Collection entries
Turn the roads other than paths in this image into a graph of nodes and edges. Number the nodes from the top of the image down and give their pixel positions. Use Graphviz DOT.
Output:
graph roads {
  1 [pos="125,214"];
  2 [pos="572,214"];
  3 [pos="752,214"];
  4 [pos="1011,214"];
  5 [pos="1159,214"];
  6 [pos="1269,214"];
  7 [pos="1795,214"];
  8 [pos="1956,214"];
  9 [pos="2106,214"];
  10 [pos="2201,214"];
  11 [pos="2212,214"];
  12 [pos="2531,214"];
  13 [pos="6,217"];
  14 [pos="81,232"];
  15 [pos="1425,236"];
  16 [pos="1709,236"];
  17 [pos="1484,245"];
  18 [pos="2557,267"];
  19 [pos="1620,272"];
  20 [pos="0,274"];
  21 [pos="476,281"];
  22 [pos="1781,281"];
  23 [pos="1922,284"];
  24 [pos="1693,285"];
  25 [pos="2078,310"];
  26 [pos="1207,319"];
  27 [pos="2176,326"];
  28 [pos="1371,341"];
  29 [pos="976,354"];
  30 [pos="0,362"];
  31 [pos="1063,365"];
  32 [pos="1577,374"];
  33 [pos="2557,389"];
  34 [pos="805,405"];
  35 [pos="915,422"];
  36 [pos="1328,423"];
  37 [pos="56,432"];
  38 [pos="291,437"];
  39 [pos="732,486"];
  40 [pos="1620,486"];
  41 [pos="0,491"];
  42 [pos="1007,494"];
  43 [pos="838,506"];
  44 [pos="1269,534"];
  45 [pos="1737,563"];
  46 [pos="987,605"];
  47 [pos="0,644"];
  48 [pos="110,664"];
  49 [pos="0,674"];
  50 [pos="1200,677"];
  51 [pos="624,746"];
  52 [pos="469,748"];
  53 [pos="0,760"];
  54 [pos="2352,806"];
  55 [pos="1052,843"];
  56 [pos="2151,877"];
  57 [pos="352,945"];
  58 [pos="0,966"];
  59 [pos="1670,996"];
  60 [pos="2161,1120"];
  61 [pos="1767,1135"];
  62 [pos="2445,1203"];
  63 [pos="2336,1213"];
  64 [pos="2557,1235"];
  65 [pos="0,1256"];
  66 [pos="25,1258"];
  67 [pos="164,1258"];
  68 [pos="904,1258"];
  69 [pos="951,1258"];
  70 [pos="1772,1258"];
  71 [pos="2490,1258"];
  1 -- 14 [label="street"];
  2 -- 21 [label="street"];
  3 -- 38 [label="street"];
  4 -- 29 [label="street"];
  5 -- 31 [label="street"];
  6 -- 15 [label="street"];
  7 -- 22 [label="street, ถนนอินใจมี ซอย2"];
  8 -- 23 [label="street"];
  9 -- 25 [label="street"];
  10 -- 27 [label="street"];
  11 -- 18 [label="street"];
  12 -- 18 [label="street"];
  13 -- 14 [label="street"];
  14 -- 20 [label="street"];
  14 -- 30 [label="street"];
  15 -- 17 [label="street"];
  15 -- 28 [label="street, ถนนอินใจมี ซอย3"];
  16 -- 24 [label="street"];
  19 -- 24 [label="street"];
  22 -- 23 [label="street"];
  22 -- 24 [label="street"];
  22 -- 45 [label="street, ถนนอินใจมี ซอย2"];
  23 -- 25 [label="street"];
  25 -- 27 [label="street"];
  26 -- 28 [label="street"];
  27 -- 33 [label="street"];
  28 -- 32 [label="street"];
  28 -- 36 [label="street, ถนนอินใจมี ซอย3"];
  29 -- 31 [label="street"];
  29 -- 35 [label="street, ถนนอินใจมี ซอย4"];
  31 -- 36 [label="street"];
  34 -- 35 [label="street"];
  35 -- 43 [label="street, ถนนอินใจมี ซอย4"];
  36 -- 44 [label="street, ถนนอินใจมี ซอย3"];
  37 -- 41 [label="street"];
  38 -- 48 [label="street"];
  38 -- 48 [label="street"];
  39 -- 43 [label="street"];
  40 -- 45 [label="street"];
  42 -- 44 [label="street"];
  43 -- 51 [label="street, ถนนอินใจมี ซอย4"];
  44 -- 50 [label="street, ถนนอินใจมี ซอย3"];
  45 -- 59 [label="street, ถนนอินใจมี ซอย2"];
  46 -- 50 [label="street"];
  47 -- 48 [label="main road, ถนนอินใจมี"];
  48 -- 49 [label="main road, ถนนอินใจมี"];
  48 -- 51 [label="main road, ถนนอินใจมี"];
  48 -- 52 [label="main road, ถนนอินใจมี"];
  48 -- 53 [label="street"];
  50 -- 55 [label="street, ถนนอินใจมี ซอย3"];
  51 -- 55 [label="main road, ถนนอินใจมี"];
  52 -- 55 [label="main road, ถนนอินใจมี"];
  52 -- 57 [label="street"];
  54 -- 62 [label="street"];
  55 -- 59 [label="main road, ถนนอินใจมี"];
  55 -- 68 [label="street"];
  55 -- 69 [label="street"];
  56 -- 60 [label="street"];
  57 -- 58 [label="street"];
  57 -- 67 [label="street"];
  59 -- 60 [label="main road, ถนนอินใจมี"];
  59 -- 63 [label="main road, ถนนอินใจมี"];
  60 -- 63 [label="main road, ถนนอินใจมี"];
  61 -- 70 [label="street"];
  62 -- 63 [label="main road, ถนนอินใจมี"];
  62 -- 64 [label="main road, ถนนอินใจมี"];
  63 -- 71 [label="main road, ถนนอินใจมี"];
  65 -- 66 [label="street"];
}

TRY IT = If a line appears above, it belongs in your answer, printed exactly.

RESULT OF THE TASK =
Turn the roads other than paths in this image into a graph of nodes and edges. Number the nodes from the top of the image down and give their pixel positions. Use Graphviz DOT.
Output:
graph roads {
  1 [pos="125,214"];
  2 [pos="572,214"];
  3 [pos="752,214"];
  4 [pos="1011,214"];
  5 [pos="1159,214"];
  6 [pos="1269,214"];
  7 [pos="1795,214"];
  8 [pos="1956,214"];
  9 [pos="2106,214"];
  10 [pos="2201,214"];
  11 [pos="2212,214"];
  12 [pos="2531,214"];
  13 [pos="6,217"];
  14 [pos="81,232"];
  15 [pos="1425,236"];
  16 [pos="1709,236"];
  17 [pos="1484,245"];
  18 [pos="2557,267"];
  19 [pos="1620,272"];
  20 [pos="0,274"];
  21 [pos="476,281"];
  22 [pos="1781,281"];
  23 [pos="1922,284"];
  24 [pos="1693,285"];
  25 [pos="2078,310"];
  26 [pos="1207,319"];
  27 [pos="2176,326"];
  28 [pos="1371,341"];
  29 [pos="976,354"];
  30 [pos="0,362"];
  31 [pos="1063,365"];
  32 [pos="1577,374"];
  33 [pos="2557,389"];
  34 [pos="805,405"];
  35 [pos="915,422"];
  36 [pos="1328,423"];
  37 [pos="56,432"];
  38 [pos="291,437"];
  39 [pos="732,486"];
  40 [pos="1620,486"];
  41 [pos="0,491"];
  42 [pos="1007,494"];
  43 [pos="838,506"];
  44 [pos="1269,534"];
  45 [pos="1737,563"];
  46 [pos="987,605"];
  47 [pos="0,644"];
  48 [pos="110,664"];
  49 [pos="0,674"];
  50 [pos="1200,677"];
  51 [pos="624,746"];
  52 [pos="469,748"];
  53 [pos="0,760"];
  54 [pos="2352,806"];
  55 [pos="1052,843"];
  56 [pos="2151,877"];
  57 [pos="352,945"];
  58 [pos="0,966"];
  59 [pos="1670,996"];
  60 [pos="2161,1120"];
  61 [pos="1767,1135"];
  62 [pos="2445,1203"];
  63 [pos="2336,1213"];
  64 [pos="2557,1235"];
  65 [pos="0,1256"];
  66 [pos="25,1258"];
  67 [pos="164,1258"];
  68 [pos="904,1258"];
  69 [pos="951,1258"];
  70 [pos="1772,1258"];
  71 [pos="2490,1258"];
  1 -- 14 [label="street"];
  2 -- 21 [label="street"];
  3 -- 38 [label="street"];
  4 -- 29 [label="street"];
  5 -- 31 [label="street"];
  6 -- 15 [label="street"];
  7 -- 22 [label="street, ถนนอินใจมี ซอย2"];
  8 -- 23 [label="street"];
  9 -- 25 [label="street"];
  10 -- 27 [label="street"];
  11 -- 18 [label="street"];
  12 -- 18 [label="street"];
  13 -- 14 [label="street"];
  14 -- 20 [label="street"];
  14 -- 30 [label="street"];
  15 -- 17 [label="street"];
  15 -- 28 [label="street, ถนนอินใจมี ซอย3"];
  16 -- 24 [label="street"];
  19 -- 24 [label="street"];
  22 -- 23 [label="street"];
  22 -- 24 [label="street"];
  22 -- 45 [label="street, ถนนอินใจมี ซอย2"];
  23 -- 25 [label="street"];
  25 -- 27 [label="street"];
  26 -- 28 [label="street"];
  27 -- 33 [label="street"];
  28 -- 32 [label="street"];
  28 -- 36 [label="street, ถนนอินใจมี ซอย3"];
  29 -- 31 [label="street"];
  29 -- 35 [label="street, ถนนอินใจมี ซอย4"];
  31 -- 36 [label="street"];
  34 -- 35 [label="street"];
  35 -- 43 [label="street, ถนนอินใจมี ซอย4"];
  36 -- 44 [label="street, ถนนอินใจมี ซอย3"];
  37 -- 41 [label="street"];
  38 -- 48 [label="street"];
  38 -- 48 [label="street"];
  39 -- 43 [label="street"];
  40 -- 45 [label="street"];
  42 -- 44 [label="street"];
  43 -- 51 [label="street, ถนนอินใจมี ซอย4"];
  44 -- 50 [label="street, ถนนอินใจมี ซอย3"];
  45 -- 59 [label="street, ถนนอินใจมี ซอย2"];
  46 -- 50 [label="street"];
  47 -- 48 [label="main road, ถนนอินใจมี"];
  48 -- 49 [label="main road, ถนนอินใจมี"];
  48 -- 51 [label="main road, ถนนอินใจมี"];
  48 -- 52 [label="main road, ถนนอินใจมี"];
  48 -- 53 [label="street"];
  50 -- 55 [label="street, ถนนอินใจมี ซอย3"];
  51 -- 55 [label="main road, ถนนอินใจมี"];
  52 -- 55 [label="main road, ถนนอินใจมี"];
  52 -- 57 [label="street"];
  54 -- 62 [label="street"];
  55 -- 59 [label="main road, ถนนอินใจมี"];
  55 -- 68 [label="street"];
  55 -- 69 [label="street"];
  56 -- 60 [label="street"];
  57 -- 58 [label="street"];
  57 -- 67 [label="street"];
  59 -- 60 [label="main road, ถนนอินใจมี"];
  59 -- 63 [label="main road, ถนนอินใจมี"];
  60 -- 63 [label="main road, ถนนอินใจมี"];
  61 -- 70 [label="street"];
  62 -- 63 [label="main road, ถนนอินใจมี"];
  62 -- 64 [label="main road, ถนนอินใจมี"];
  63 -- 71 [label="main road, ถนนอินใจมี"];
  65 -- 66 [label="street"];
}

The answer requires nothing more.